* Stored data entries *
Start of Block

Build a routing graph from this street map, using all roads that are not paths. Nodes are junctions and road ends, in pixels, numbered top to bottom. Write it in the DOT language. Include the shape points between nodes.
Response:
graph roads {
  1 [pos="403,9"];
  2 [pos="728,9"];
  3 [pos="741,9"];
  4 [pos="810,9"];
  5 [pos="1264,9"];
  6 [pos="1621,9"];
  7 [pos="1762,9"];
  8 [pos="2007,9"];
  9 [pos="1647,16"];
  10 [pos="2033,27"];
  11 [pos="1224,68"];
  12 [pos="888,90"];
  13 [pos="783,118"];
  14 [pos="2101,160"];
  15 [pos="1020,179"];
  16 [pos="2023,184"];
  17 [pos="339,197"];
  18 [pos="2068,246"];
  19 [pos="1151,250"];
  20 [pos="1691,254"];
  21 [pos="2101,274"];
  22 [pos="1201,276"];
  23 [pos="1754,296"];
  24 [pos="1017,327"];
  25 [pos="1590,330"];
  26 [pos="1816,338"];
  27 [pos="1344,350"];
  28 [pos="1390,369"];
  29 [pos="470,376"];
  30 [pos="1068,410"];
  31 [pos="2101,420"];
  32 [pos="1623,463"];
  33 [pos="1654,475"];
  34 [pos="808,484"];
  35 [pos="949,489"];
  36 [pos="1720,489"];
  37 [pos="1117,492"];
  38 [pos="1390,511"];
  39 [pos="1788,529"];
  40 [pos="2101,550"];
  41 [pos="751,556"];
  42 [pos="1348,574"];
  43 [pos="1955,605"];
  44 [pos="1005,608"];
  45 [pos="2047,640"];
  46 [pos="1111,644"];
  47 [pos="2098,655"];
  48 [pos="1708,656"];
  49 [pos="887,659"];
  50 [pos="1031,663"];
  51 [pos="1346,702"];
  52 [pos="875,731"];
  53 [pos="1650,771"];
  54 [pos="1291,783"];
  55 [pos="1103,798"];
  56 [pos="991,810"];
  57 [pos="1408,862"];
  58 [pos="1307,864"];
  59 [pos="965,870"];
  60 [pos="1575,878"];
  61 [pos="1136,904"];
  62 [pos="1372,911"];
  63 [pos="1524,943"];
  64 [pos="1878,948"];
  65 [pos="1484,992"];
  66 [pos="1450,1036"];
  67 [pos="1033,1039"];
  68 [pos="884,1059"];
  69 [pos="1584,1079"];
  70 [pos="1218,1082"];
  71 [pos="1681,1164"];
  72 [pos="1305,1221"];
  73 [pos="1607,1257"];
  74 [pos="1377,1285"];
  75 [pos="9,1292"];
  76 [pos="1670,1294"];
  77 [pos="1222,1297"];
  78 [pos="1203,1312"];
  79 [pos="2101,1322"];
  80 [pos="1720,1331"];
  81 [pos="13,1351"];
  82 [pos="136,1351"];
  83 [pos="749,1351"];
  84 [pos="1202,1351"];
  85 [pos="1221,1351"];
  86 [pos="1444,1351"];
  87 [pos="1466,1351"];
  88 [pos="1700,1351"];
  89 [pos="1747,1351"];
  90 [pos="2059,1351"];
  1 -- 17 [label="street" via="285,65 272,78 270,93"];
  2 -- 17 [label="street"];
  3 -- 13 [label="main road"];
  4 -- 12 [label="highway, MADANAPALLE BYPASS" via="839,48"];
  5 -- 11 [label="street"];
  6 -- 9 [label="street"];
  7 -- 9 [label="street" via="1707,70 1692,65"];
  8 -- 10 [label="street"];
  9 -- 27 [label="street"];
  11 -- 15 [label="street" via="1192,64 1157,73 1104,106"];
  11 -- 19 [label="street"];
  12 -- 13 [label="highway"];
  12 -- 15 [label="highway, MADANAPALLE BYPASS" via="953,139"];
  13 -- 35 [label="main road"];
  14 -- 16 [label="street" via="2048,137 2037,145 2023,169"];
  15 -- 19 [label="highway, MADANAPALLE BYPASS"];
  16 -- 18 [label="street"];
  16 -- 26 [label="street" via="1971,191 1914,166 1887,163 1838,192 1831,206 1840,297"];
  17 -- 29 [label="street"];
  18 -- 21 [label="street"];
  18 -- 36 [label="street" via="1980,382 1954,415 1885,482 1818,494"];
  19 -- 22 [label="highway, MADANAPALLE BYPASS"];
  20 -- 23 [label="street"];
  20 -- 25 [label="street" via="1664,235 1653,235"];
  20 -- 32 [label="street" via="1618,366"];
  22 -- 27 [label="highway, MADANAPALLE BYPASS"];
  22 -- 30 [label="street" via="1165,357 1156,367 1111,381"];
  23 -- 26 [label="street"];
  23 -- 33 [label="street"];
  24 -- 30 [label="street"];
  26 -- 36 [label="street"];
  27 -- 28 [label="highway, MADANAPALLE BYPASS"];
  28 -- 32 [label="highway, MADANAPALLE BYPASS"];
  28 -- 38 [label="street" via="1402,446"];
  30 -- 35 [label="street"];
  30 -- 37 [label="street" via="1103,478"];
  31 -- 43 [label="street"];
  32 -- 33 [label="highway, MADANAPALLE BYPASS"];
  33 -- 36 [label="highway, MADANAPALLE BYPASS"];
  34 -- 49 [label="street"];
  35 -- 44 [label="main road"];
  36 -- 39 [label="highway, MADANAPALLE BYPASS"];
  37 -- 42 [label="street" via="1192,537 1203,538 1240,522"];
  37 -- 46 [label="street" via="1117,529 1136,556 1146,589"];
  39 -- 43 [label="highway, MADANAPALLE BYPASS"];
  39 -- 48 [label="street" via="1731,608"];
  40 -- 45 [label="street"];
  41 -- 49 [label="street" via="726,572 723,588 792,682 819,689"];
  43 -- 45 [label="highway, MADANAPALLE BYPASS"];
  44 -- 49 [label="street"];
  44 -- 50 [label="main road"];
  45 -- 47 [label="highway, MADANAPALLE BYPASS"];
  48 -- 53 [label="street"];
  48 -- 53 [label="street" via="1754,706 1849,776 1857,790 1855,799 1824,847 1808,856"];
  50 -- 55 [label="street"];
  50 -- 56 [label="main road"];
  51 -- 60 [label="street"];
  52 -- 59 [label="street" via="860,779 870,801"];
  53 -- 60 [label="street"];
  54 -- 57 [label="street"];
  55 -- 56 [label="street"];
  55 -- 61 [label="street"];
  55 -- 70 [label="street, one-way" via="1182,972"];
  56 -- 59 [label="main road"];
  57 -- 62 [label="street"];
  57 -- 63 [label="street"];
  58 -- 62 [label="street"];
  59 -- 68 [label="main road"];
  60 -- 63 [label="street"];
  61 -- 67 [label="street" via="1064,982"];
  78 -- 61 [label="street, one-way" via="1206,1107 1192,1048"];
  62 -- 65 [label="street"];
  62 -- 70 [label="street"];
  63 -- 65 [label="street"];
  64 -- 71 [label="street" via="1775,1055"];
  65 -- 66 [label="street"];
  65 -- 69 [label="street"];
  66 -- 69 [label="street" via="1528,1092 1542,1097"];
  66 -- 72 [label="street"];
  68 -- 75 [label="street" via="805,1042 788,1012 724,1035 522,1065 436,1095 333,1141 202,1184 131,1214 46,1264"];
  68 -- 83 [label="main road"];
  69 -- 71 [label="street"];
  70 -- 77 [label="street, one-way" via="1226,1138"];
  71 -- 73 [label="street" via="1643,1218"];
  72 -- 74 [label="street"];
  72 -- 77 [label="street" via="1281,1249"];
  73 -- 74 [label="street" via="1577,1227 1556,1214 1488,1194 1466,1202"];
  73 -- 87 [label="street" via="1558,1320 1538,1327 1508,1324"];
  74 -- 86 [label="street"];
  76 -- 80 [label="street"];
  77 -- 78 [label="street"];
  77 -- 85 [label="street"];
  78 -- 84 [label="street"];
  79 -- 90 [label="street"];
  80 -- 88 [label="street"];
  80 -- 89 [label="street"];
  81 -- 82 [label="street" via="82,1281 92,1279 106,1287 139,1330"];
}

End of Block

Print the records above in full, exactly.

* ANSWER BOX *
Build a routing graph from this street map, using all roads that are not paths. Nodes are junctions and road ends, in pixels, numbered top to bottom. Write it in the DOT language. Include the shape points between nodes.
Response:
graph roads {
  1 [pos="403,9"];
  2 [pos="728,9"];
  3 [pos="741,9"];
  4 [pos="810,9"];
  5 [pos="1264,9"];
  6 [pos="1621,9"];
  7 [pos="1762,9"];
  8 [pos="2007,9"];
  9 [pos="1647,16"];
  10 [pos="2033,27"];
  11 [pos="1224,68"];
  12 [pos="888,90"];
  13 [pos="783,118"];
  14 [pos="2101,160"];
  15 [pos="1020,179"];
  16 [pos="2023,184"];
  17 [pos="339,197"];
  18 [pos="2068,246"];
  19 [pos="1151,250"];
  20 [pos="1691,254"];
  21 [pos="2101,274"];
  22 [pos="1201,276"];
  23 [pos="1754,296"];
  24 [pos="1017,327"];
  25 [pos="1590,330"];
  26 [pos="1816,338"];
  27 [pos="1344,350"];
  28 [pos="1390,369"];
  29 [pos="470,376"];
  30 [pos="1068,410"];
  31 [pos="2101,420"];
  32 [pos="1623,463"];
  33 [pos="1654,475"];
  34 [pos="808,484"];
  35 [pos="949,489"];
  36 [pos="1720,489"];
  37 [pos="1117,492"];
  38 [pos="1390,511"];
  39 [pos="1788,529"];
  40 [pos="2101,550"];
  41 [pos="751,556"];
  42 [pos="1348,574"];
  43 [pos="1955,605"];
  44 [pos="1005,608"];
  45 [pos="2047,640"];
  46 [pos="1111,644"];
  47 [pos="2098,655"];
  48 [pos="1708,656"];
  49 [pos="887,659"];
  50 [pos="1031,663"];
  51 [pos="1346,702"];
  52 [pos="875,731"];
  53 [pos="1650,771"];
  54 [pos="1291,783"];
  55 [pos="1103,798"];
  56 [pos="991,810"];
  57 [pos="1408,862"];
  58 [pos="1307,864"];
  59 [pos="965,870"];
  60 [pos="1575,878"];
  61 [pos="1136,904"];
  62 [pos="1372,911"];
  63 [pos="1524,943"];
  64 [pos="1878,948"];
  65 [pos="1484,992"];
  66 [pos="1450,1036"];
  67 [pos="1033,1039"];
  68 [pos="884,1059"];
  69 [pos="1584,1079"];
  70 [pos="1218,1082"];
  71 [pos="1681,1164"];
  72 [pos="1305,1221"];
  73 [pos="1607,1257"];
  74 [pos="1377,1285"];
  75 [pos="9,1292"];
  76 [pos="1670,1294"];
  77 [pos="1222,1297"];
  78 [pos="1203,1312"];
  79 [pos="2101,1322"];
  80 [pos="1720,1331"];
  81 [pos="13,1351"];
  82 [pos="136,1351"];
  83 [pos="749,1351"];
  84 [pos="1202,1351"];
  85 [pos="1221,1351"];
  86 [pos="1444,1351"];
  87 [pos="1466,1351"];
  88 [pos="1700,1351"];
  89 [pos="1747,1351"];
  90 [pos="2059,1351"];
  1 -- 17 [label="street" via="285,65 272,78 270,93"];
  2 -- 17 [label="street"];
  3 -- 13 [label="main road"];
  4 -- 12 [label="highway, MADANAPALLE BYPASS" via="839,48"];
  5 -- 11 [label="street"];
  6 -- 9 [label="street"];
  7 -- 9 [label="street" via="1707,70 1692,65"];
  8 -- 10 [label="street"];
  9 -- 27 [label="street"];
  11 -- 15 [label="street" via="1192,64 1157,73 1104,106"];
  11 -- 19 [label="street"];
  12 -- 13 [label="highway"];
  12 -- 15 [label="highway, MADANAPALLE BYPASS" via="953,139"];
  13 -- 35 [label="main road"];
  14 -- 16 [label="street" via="2048,137 2037,145 2023,169"];
  15 -- 19 [label="highway, MADANAPALLE BYPASS"];
  16 -- 18 [label="street"];
  16 -- 26 [label="street" via="1971,191 1914,166 1887,163 1838,192 1831,206 1840,297"];
  17 -- 29 [label="street"];
  18 -- 21 [label="street"];
  18 -- 36 [label="street" via="1980,382 1954,415 1885,482 1818,494"];
  19 -- 22 [label="highway, MADANAPALLE BYPASS"];
  20 -- 23 [label="street"];
  20 -- 25 [label="street" via="1664,235 1653,235"];
  20 -- 32 [label="street" via="1618,366"];
  22 -- 27 [label="highway, MADANAPALLE BYPASS"];
  22 -- 30 [label="street" via="1165,357 1156,367 1111,381"];
  23 -- 26 [label="street"];
  23 -- 33 [label="street"];
  24 -- 30 [label="street"];
  26 -- 36 [label="street"];
  27 -- 28 [label="highway, MADANAPALLE BYPASS"];
  28 -- 32 [label="highway, MADANAPALLE BYPASS"];
  28 -- 38 [label="street" via="1402,446"];
  30 -- 35 [label="street"];
  30 -- 37 [label="street" via="1103,478"];
  31 -- 43 [label="street"];
  32 -- 33 [label="highway, MADANAPALLE BYPASS"];
  33 -- 36 [label="highway, MADANAPALLE BYPASS"];
  34 -- 49 [label="street"];
  35 -- 44 [label="main road"];
  36 -- 39 [label="highway, MADANAPALLE BYPASS"];
  37 -- 42 [label="street" via="1192,537 1203,538 1240,522"];
  37 -- 46 [label="street" via="1117,529 1136,556 1146,589"];
  39 -- 43 [label="highway, MADANAPALLE BYPASS"];
  39 -- 48 [label="street" via="1731,608"];
  40 -- 45 [label="street"];
  41 -- 49 [label="street" via="726,572 723,588 792,682 819,689"];
  43 -- 45 [label="highway, MADANAPALLE BYPASS"];
  44 -- 49 [label="street"];
  44 -- 50 [label="main road"];
  45 -- 47 [label="highway, MADANAPALLE BYPASS"];
  48 -- 53 [label="street"];
  48 -- 53 [label="street" via="1754,706 1849,776 1857,790 1855,799 1824,847 1808,856"];
  50 -- 55 [label="street"];
  50 -- 56 [label="main road"];
  51 -- 60 [label="street"];
  52 -- 59 [label="street" via="860,779 870,801"];
  53 -- 60 [label="street"];
  54 -- 57 [label="street"];
  55 -- 56 [label="street"];
  55 -- 61 [label="street"];
  55 -- 70 [label="street, one-way" via="1182,972"];
  56 -- 59 [label="main road"];
  57 -- 62 [label="street"];
  57 -- 63 [label="street"];
  58 -- 62 [label="street"];
  59 -- 68 [label="main road"];
  60 -- 63 [label="street"];
  61 -- 67 [label="street" via="1064,982"];
  78 -- 61 [label="street, one-way" via="1206,1107 1192,1048"];
  62 -- 65 [label="street"];
  62 -- 70 [label="street"];
  63 -- 65 [label="street"];
  64 -- 71 [label="street" via="1775,1055"];
  65 -- 66 [label="street"];
  65 -- 69 [label="street"];
  66 -- 69 [label="street" via="1528,1092 1542,1097"];
  66 -- 72 [label="street"];
  68 -- 75 [label="street" via="805,1042 788,1012 724,1035 522,1065 436,1095 333,1141 202,1184 131,1214 46,1264"];
  68 -- 83 [label="main road"];
  69 -- 71 [label="street"];
  70 -- 77 [label="street, one-way" via="1226,1138"];
  71 -- 73 [label="street" via="1643,1218"];
  72 -- 74 [label="street"];
  72 -- 77 [label="street" via="1281,1249"];
  73 -- 74 [label="street" via="1577,1227 1556,1214 1488,1194 1466,1202"];
  73 -- 87 [label="street" via="1558,1320 1538,1327 1508,1324"];
  74 -- 86 [label="street"];
  76 -- 80 [label="street"];
  77 -- 78 [label="street"];
  77 -- 85 [label="street"];
  78 -- 84 [label="street"];
  79 -- 90 [label="street"];
  80 -- 88 [label="street"];
  80 -- 89 [label="street"];
  81 -- 82 [label="street" via="82,1281 92,1279 106,1287 139,1330"];
}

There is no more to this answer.